Jan Wong paie encore pour son texte sur Dawson

Absente des pages du Globe and Mail, affectée par la controverse au point de frôler la dépression, il semble que la journaliste Jan Wong subisse encore aujourd'hui les contrecoups de son article écrit au lendemain de la tragédie du collège Dawson, à Montréal.

Un très long reportage publié dans la dernière édition du magazine Toronto Life revient sur les dessous d'une histoire qui avait fait couler énormément d'encre l'automne dernier. On se rappellera que la chroniqueuse, une des plumes les plus influentes du quotidien torontois, avait laissé entendre qu'il existait un lien entre la loi 101 et les tueries de l'École polytechnique, de Concordia et de Dawson, sous prétexte que les trois auteurs de ces fusillades avaient été marginalisés par une société valorisant plutôt les «pure laine», ce qu'aucun d'eux n'était.

Au Québec, la réaction des éditorialistes et des chroniqueurs avait été cinglante. Jean Charest et Stephen Harper avaient demandé des excuses au Globe and Mail.

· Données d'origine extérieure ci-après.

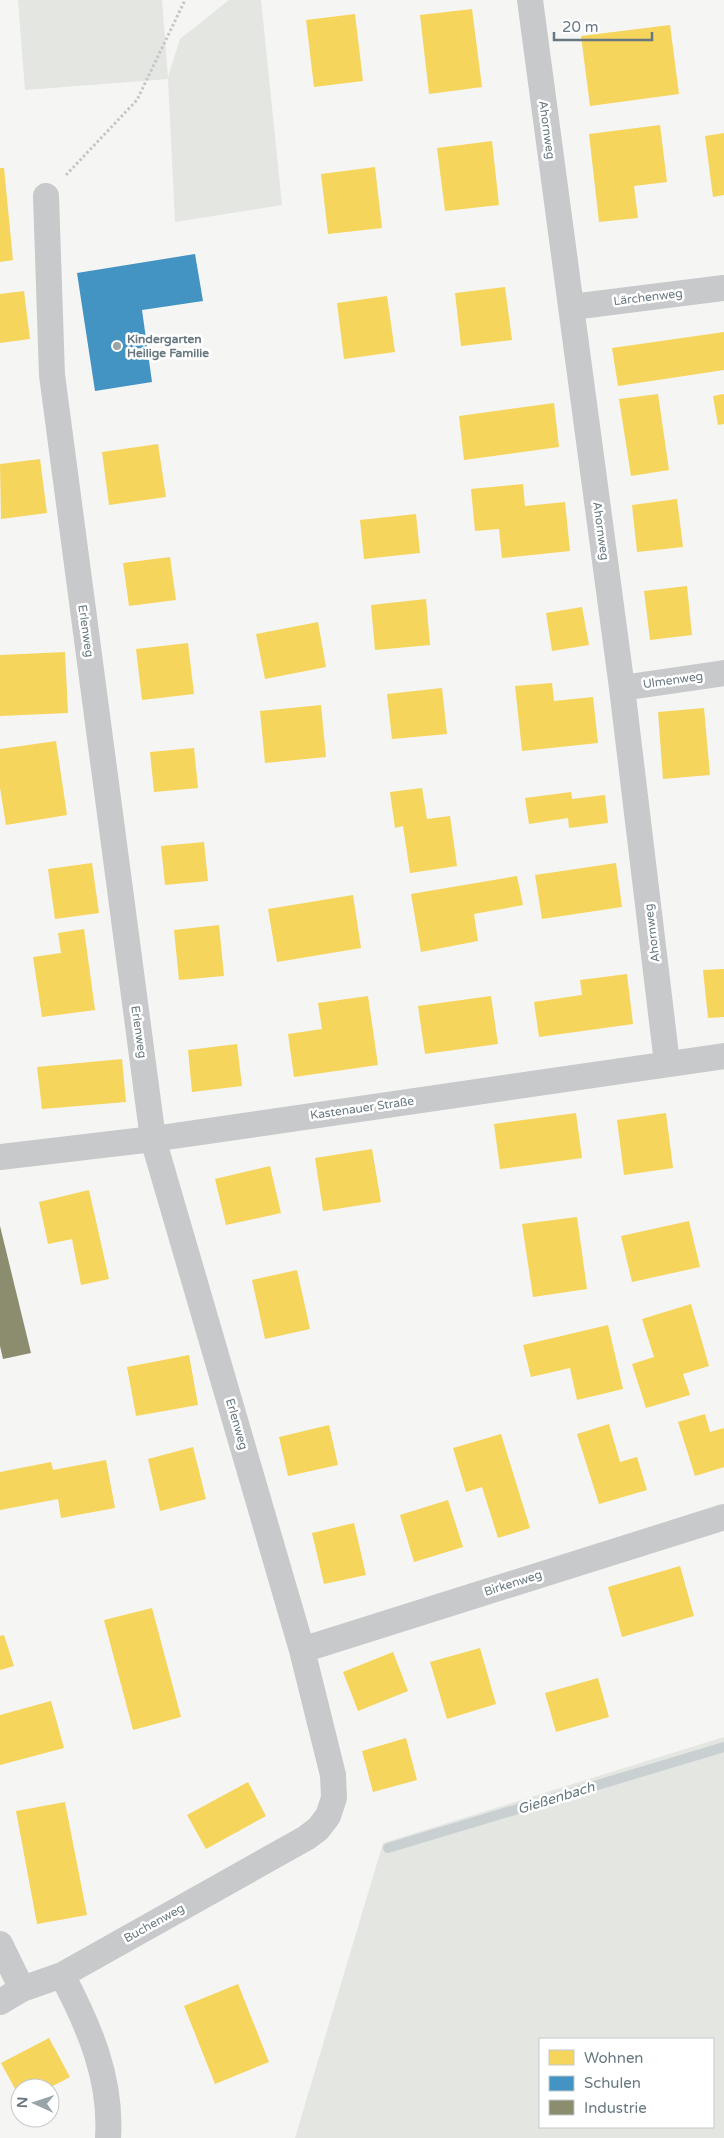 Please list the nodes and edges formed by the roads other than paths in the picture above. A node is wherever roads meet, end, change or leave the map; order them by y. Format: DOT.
graph roads {
  1 [pos="530,0"];
  2 [pos="46,196"];
  3 [pos="724,288"];
  4 [pos="572,307"];
  5 [pos="724,673"];
  6 [pos="622,688"];
  7 [pos="724,1056"];
  8 [pos="667,1063"];
  9 [pos="153,1139"];
  10 [pos="0,1157"];
  11 [pos="724,1517"];
  12 [pos="302,1650"];
  13 [pos="306,1838"];
  14 [pos="0,1944"];
  15 [pos="62,1975"];
  16 [pos="22,1989"];
  17 [pos="0,2002"];
  18 [pos="108,2138"];
  1 -- 4 [label="street, Ahornweg"];
  2 -- 9 [label="street, Erlenweg"];
  3 -- 4 [label="street, Lärchenweg"];
  4 -- 6 [label="street, Ahornweg"];
  5 -- 6 [label="street, Ulmenweg"];
  6 -- 8 [label="street, Ahornweg"];
  7 -- 8 [label="street, Kastenauer Straße"];
  8 -- 9 [label="street, Kastenauer Straße"];
  9 -- 10 [label="street, Kastenauer Straße"];
  9 -- 12 [label="street, Erlenweg"];
  11 -- 12 [label="street, Birkenweg"];
  12 -- 13 [label="street, Erlenweg"];
  13 -- 15 [label="street, Buchenweg"];
  14 -- 16 [label="street"];
  15 -- 16 [label="street, Buchenweg"];
  15 -- 18 [label="street"];
  16 -- 17 [label="street, Buchenweg"];
} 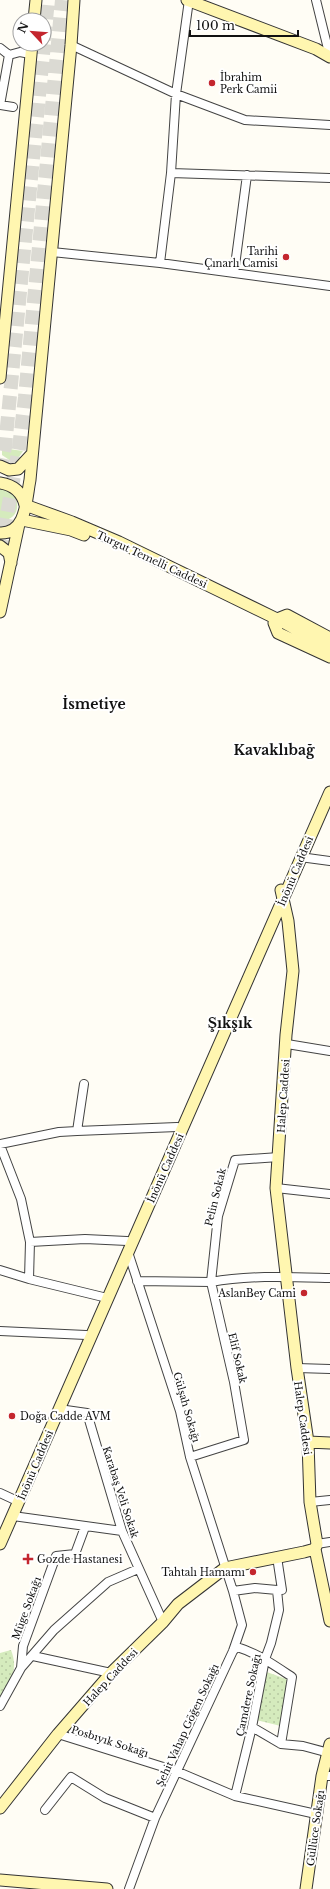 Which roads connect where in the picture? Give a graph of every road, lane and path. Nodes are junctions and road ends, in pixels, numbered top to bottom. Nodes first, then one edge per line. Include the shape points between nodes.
1 (188, 0) edge
2 (316, 0) edge
3 (38, 2) edge
4 (72, 3) edge
5 (36, 12) edge
6 (328, 37) edge
7 (71, 45) junction
8 (0, 48) edge
9 (20, 52) edge
10 (31, 52) edge
11 (9, 55) junction
12 (330, 57) edge
13 (176, 94) junction
14 (0, 105) edge
15 (13, 107) dead end
16 (330, 125) edge
17 (171, 172) junction
18 (248, 175) junction
19 (330, 178) edge
20 (52, 252) junction
21 (160, 263) junction
22 (234, 273) junction
23 (330, 286) edge
24 (0, 378) edge
25 (32, 454) junction
26 (0, 466) edge
27 (0, 483) edge
28 (25, 505) junction
29 (21, 522) junction
30 (0, 532) edge
31 (0, 546) edge
32 (12, 563) junction
33 (0, 612) edge
34 (275, 621) junction
35 (330, 638) edge
36 (330, 649) edge
37 (330, 657) edge
38 (330, 781) edge
39 (330, 792) edge
40 (300, 857) junction
41 (330, 861) edge
42 (282, 895) junction
43 (287, 1044) junction
44 (330, 1051) edge
45 (84, 1084) dead end
46 (177, 1127) junction
47 (77, 1131) junction
48 (0, 1145) edge
49 (279, 1158) junction
50 (276, 1188) junction
51 (330, 1194) edge
52 (30, 1242) junction
53 (127, 1247) junction
54 (0, 1270) edge
55 (286, 1277) junction
56 (330, 1278) edge
57 (29, 1279) junction
58 (137, 1281) junction
59 (210, 1282) junction
60 (103, 1297) junction
61 (0, 1331) edge
62 (86, 1335) junction
63 (297, 1368) junction
64 (330, 1370) edge
65 (59, 1409) junction
66 (308, 1442) junction
67 (330, 1443) edge
68 (190, 1457) junction
69 (0, 1493) edge
70 (13, 1499) junction
71 (330, 1500) edge
72 (310, 1502) junction
73 (13, 1516) junction
74 (85, 1527) junction
75 (0, 1529) edge
76 (122, 1532) junction
77 (330, 1542) edge
78 (0, 1544) edge
79 (316, 1546) junction
80 (277, 1556) junction
81 (225, 1568) junction
82 (138, 1569) junction
83 (277, 1590) junction
84 (233, 1591) junction
85 (330, 1621) edge
86 (163, 1622) junction
87 (233, 1651) junction
88 (33, 1656) junction
89 (265, 1659) junction
90 (21, 1668) junction
91 (110, 1673) junction
92 (0, 1706) edge
93 (252, 1727) junction
94 (58, 1734) junction
95 (281, 1744) junction
96 (329, 1749) edge
97 (176, 1771) junction
98 (326, 1776) edge
99 (235, 1796) junction
100 (0, 1808) edge
101 (45, 1810) dead end
102 (316, 1814) junction
103 (155, 1818) junction
104 (0, 1880) edge
105 (0, 1884) edge
106 (40, 1888) edge
107 (62, 1889) edge
108 (108, 1889) edge
109 (129, 1889) edge
110 (306, 1889) edge

1 - 12 main road via 316,49
1 - 13 street
2 - 6 street
3 - 5 main road
4 - 7 main road
6 - 12 street
7 - 13 street
7 - 20 main road
8 - 11 street
9 - 11 street
10 - 24 main road
11 - 14 street
13 - 16 street via 245,120
13 - 17 street
14 - 15 street
17 - 18 street
17 - 21 street
18 - 19 street
18 - 22 street
20 - 21 street
20 - 25 main road
21 - 22 street
22 - 23 street
25 - 26 main road via 18,469 9,470
25 - 28 main road
27 - 28 main road via 14,487
28 - 29 main road
28 - 34 main road, Turgut Temelli Caddesi via 119,542
29 - 30 main road via 11,530
29 - 32 main road
29 - 34 main road, Turgut Temelli Caddesi via 71,530
31 - 32 main road via 9,553
32 - 33 main road
34 - 35 main road, Turgut Temelli Caddesi via 287,615
34 - 36 main road, Turgut Temelli Caddesi
34 - 37 main road, Turgut Temelli Caddesi via 278,633
38 - 42 main road, İnönü Caddesi
39 - 40 main road, İnönü Caddesi
40 - 41 street
40 - 42 main road, İnönü Caddesi
42 - 43 main road, Halep Caddesi via 293,971
42 - 46 main road, İnönü Caddesi
42 - 53 main road, İnönü Caddesi
43 - 44 street
43 - 49 main road, Halep Caddesi
45 - 47 street
46 - 47 street
46 - 53 main road, İnönü Caddesi
47 - 48 street via 60,1132
48 - 52 street via 21,1199
49 - 50 main road, Halep Caddesi
49 - 59 street, Pelin Sokak via 235,1160 218,1216
50 - 51 street
50 - 55 main road, Halep Caddesi
52 - 53 street via 85,1239
52 - 57 street
53 - 58 street, Gülşah Sokağı
53 - 60 main road, İnönü Caddesi
53 - 65 main road, İnönü Caddesi
54 - 57 street
55 - 56 street
55 - 59 street
55 - 63 main road, Halep Caddesi
57 - 60 street
58 - 59 street
58 - 68 street, Gülşah Sokağı via 180,1411
59 - 68 street, Elif Sokak via 234,1382 244,1440
60 - 62 main road, İnönü Caddesi
61 - 62 street
62 - 70 main road, İnönü Caddesi
63 - 64 street
63 - 66 main road, Halep Caddesi
65 - 73 main road, İnönü Caddesi
65 - 76 street, Karabaş Veli Sokak via 87,1413
66 - 67 main road
66 - 72 main road, Halep Caddesi
68 - 81 street, Gülşah Sokağı
69 - 70 street
70 - 75 main road, İnönü Caddesi
71 - 72 street
72 - 79 main road, Halep Caddesi
73 - 74 street
73 - 78 main road, İnönü Caddesi
74 - 76 street
74 - 90 street, Müge Sokağı via 76,1554 56,1556 22,1646
76 - 82 street, Karabaş Veli Sokak
77 - 79 street
79 - 80 main road, Halep Caddesi
79 - 85 main road
80 - 81 main road, Halep Caddesi
80 - 83 street, Çamdere Sokağı via 282,1590
81 - 84 street, Şehit Vahap Göğen Sokağı
81 - 86 main road, Halep Caddesi via 178,1604
82 - 86 street, Karabaş Veli Sokak
82 - 88 street via 108,1582 54,1630
83 - 84 street via 255,1588
83 - 89 street, Çamdere Sokağı via 279,1610
84 - 87 street, Şehit Vahap Göğen Sokağı via 242,1625
86 - 91 main road, Halep Caddesi
87 - 89 street via 237,1647
87 - 97 street, Şehit Vahap Göğen Sokağı
88 - 90 street
88 - 91 street
89 - 93 street, Çamdere Sokağı
89 - 95 street via 292,1677
90 - 92 street
91 - 94 main road, Halep Caddesi
93 - 95 street
93 - 99 street, Çamdere Sokağı
94 - 97 street, Posbıyık Sokağı
94 - 100 main road, Halep Caddesi
95 - 96 street
96 - 98 main road, Güllüce Sokağı
97 - 99 street, Posbıyık Sokağı
97 - 103 street, Şehit Vahap Göğen Sokağı
98 - 102 main road, Güllüce Sokağı
99 - 102 street, Posbıyık Sokağı
101 - 103 street via 71,1777 105,1798
102 - 110 main road, Güllüce Sokağı
103 - 109 street, Şehit Vahap Göğen Sokağı
104 - 108 main road
105 - 106 main road
106 - 107 main road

Le journal avait ainsi reconnu dans un éditorial nuancé qu'il n'existait «aucune preuve» pour appuyer les propos de Mme Wong. Le 23 septembre 2006, le rédacteur en chef du Globe, Edward Greenspoon, écrivait plus clairement que les éléments d'opinion contenus dans le texte de Mme Wong n'auraient jamais dû être publiés.

Détérioration des relations

Ce que révèle le Toronto Life (qui a mis la main sur un document syndical interne au Globe), c'est que M. Greenspoon avait lu le texte de Jan Wong avant sa publication, en compagnie d'autres cadres. Il semble qu'on aurait demandé à la journaliste d'étayer ses propos relatifs au débat linguistique, mais sans trop d'insistance. On indique ainsi que la direction n'était pas en désaccord total avec ce qu'écrivait Mme Wong.

Le magazine torontois détaille ensuite la détérioration des relations entre la journaliste-vedette et ses employeurs: comment on lui aurait interdit de parler aux médias alors qu'elle était attaquée de toutes parts, comment le déluge de critiques et d'insultes qui a suivi a miné le moral de Mme Wong, la forçant à se retirer chez elle, légèrement dépressive, pourquoi on n'a donc pas revu sa signature dans les pages du journal depuis lors, etc.

Le syndicat du journal a récemment lancé une procédure pour faire en sorte que l'absence de Jan Wong soit considérée comme un congé de maladie (alors que le quotidien estimerait plutôt qu'il s'agit d'un congé consacré à la rédaction d'un livre), qu'elle reçoive une indemnisation financière et qu'on lui assure un retour au travail sans peur de subir des représailles.